■ What is expected
Would you please copy every line from the records that contains the word "road"?

■ Data excerpts
____________

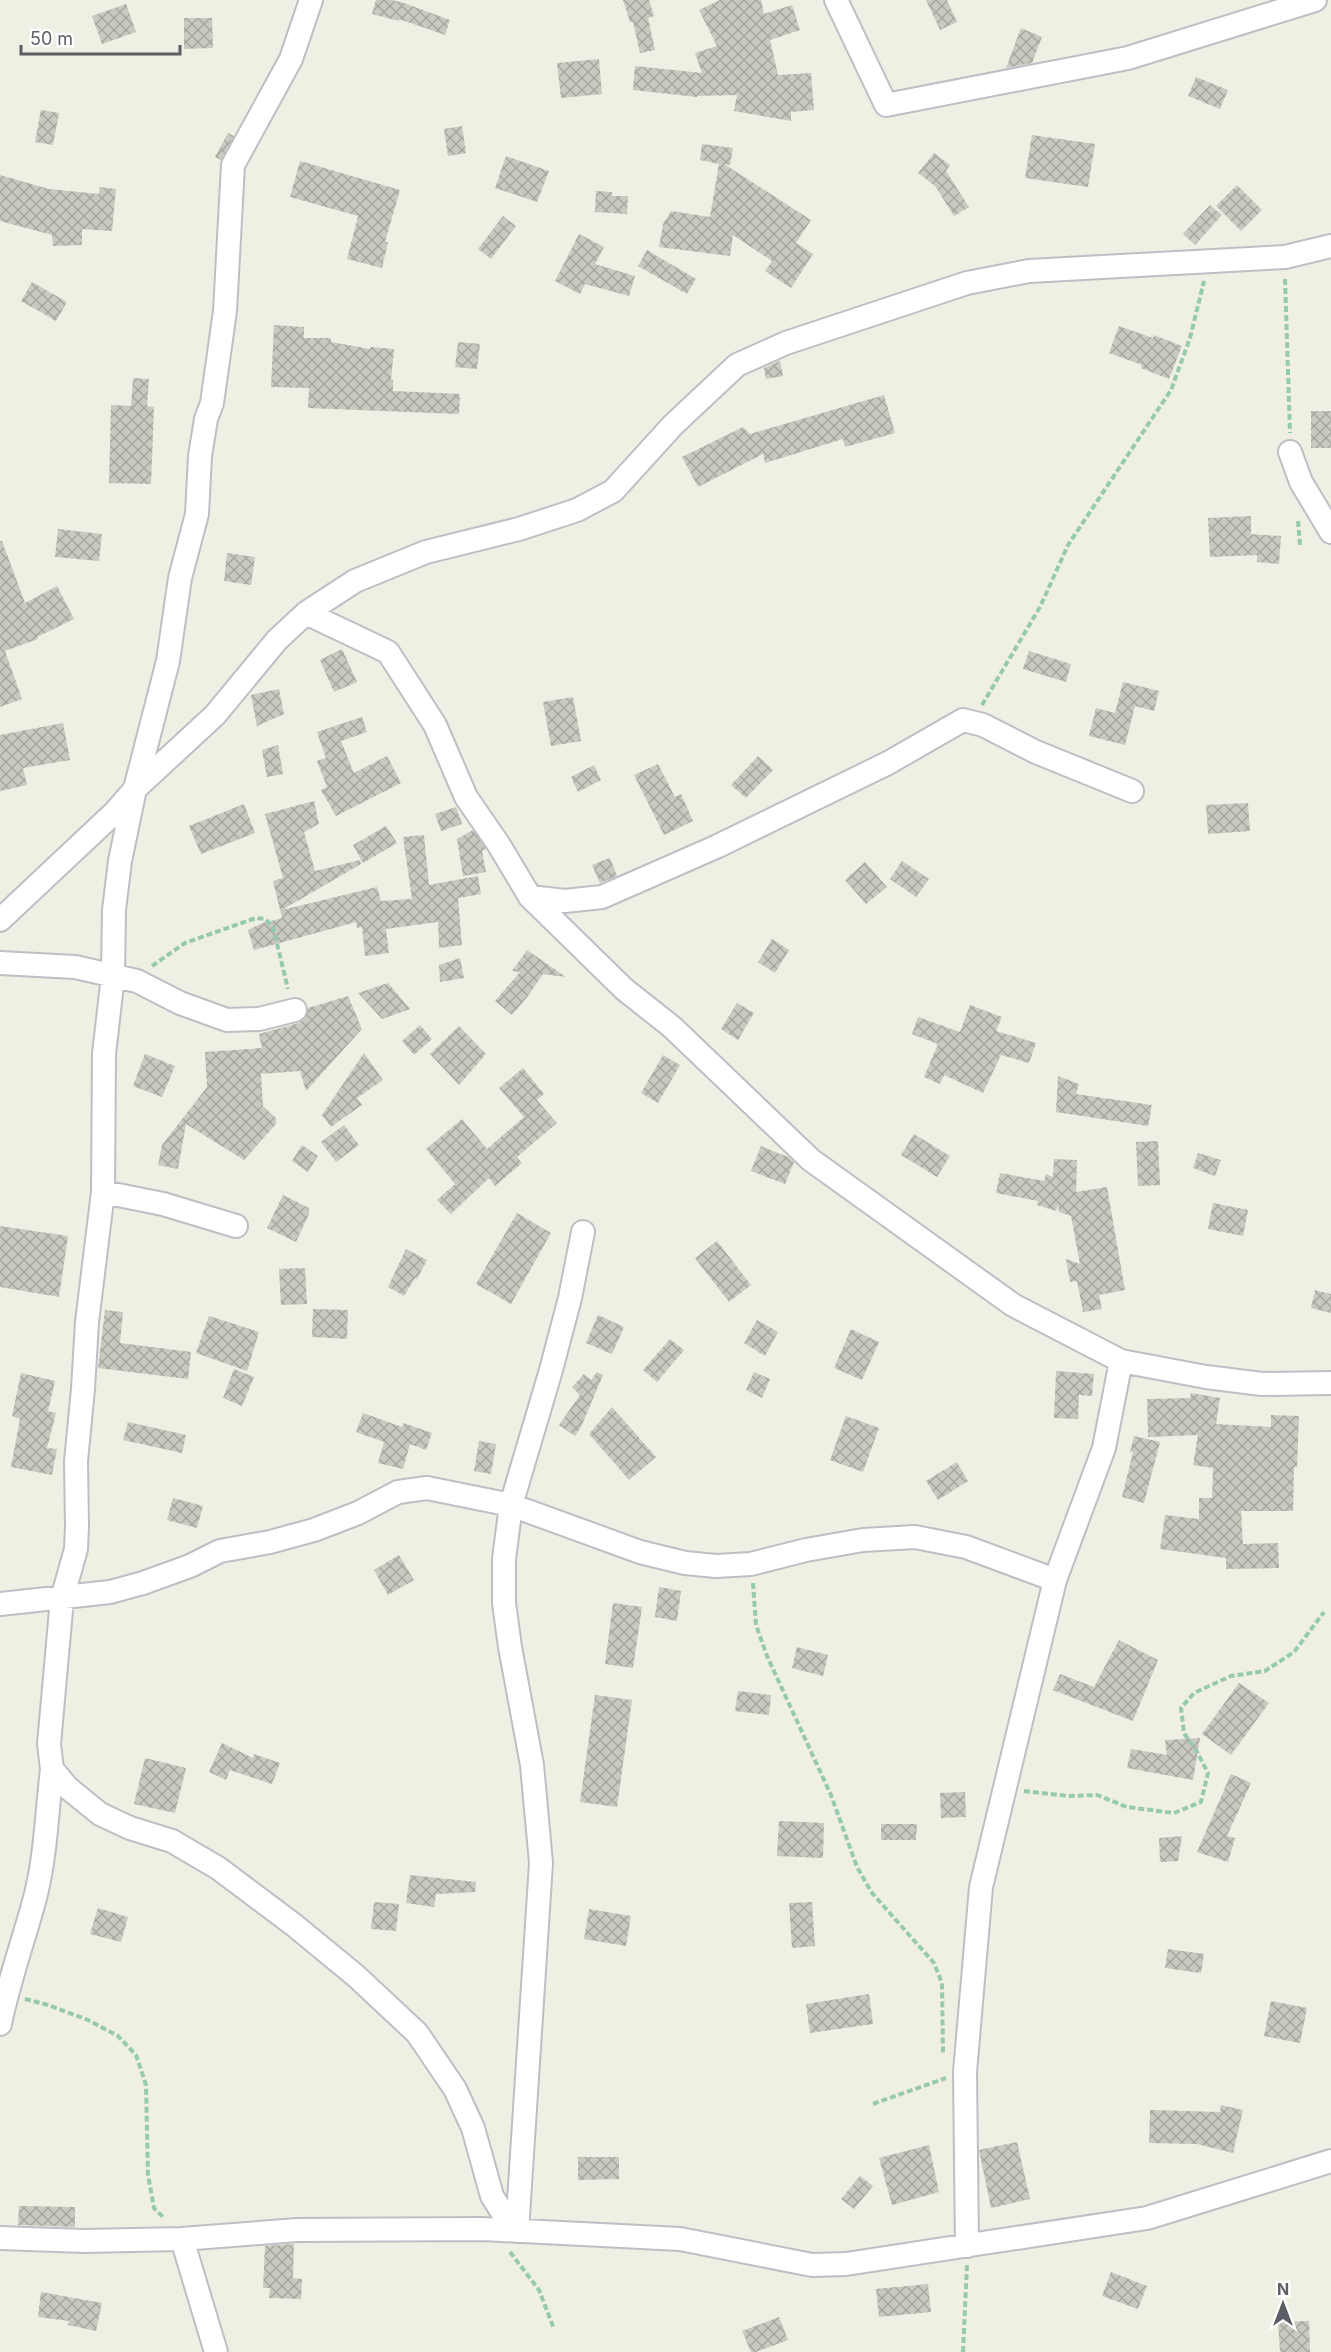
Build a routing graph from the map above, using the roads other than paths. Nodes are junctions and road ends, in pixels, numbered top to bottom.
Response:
1 (311, 0) edge
2 (836, 0) edge
3 (1315, 0) edge
4 (1331, 246) edge
5 (1290, 452) road end
6 (1331, 532) edge
7 (306, 613) junction
8 (135, 789) junction
9 (1132, 791) dead end
10 (530, 897) junction
11 (0, 920) edge
12 (0, 963) edge
13 (112, 976) junction
14 (295, 1010) road end
15 (103, 1192) junction
16 (236, 1226) dead end
17 (583, 1232) dead end
18 (1121, 1361) junction
19 (1331, 1383) edge
20 (511, 1506) junction
21 (1055, 1580) junction
22 (62, 1599) junction
23 (0, 1604) edge
24 (52, 1769) junction
25 (3, 1995) edge
26 (0, 2024) edge
27 (1331, 2161) edge
28 (517, 2226) junction
29 (0, 2238) edge
30 (182, 2239) junction
31 (967, 2246) junction
32 (216, 2352) edge

1 - 8 street
2 - 3 street
4 - 7 street
5 - 6 street
7 - 8 street
7 - 10 street
8 - 11 street
8 - 13 street
9 - 10 street
10 - 18 street
12 - 13 street
13 - 14 street
13 - 15 street
15 - 16 street
15 - 22 street
17 - 20 street
18 - 19 street
18 - 21 street
20 - 21 street
20 - 22 street
20 - 28 street
21 - 31 street
22 - 23 street
22 - 24 street
24 - 25 street
24 - 28 street
25 - 26 street
27 - 31 street
28 - 30 street
28 - 31 street
29 - 30 street
30 - 32 street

____________

■ Answer section
Build a routing graph from the map above, using the roads other than paths. Nodes are junctions and road ends, in pixels, numbered top to bottom.
5 (1290, 452) road end
14 (295, 1010) road end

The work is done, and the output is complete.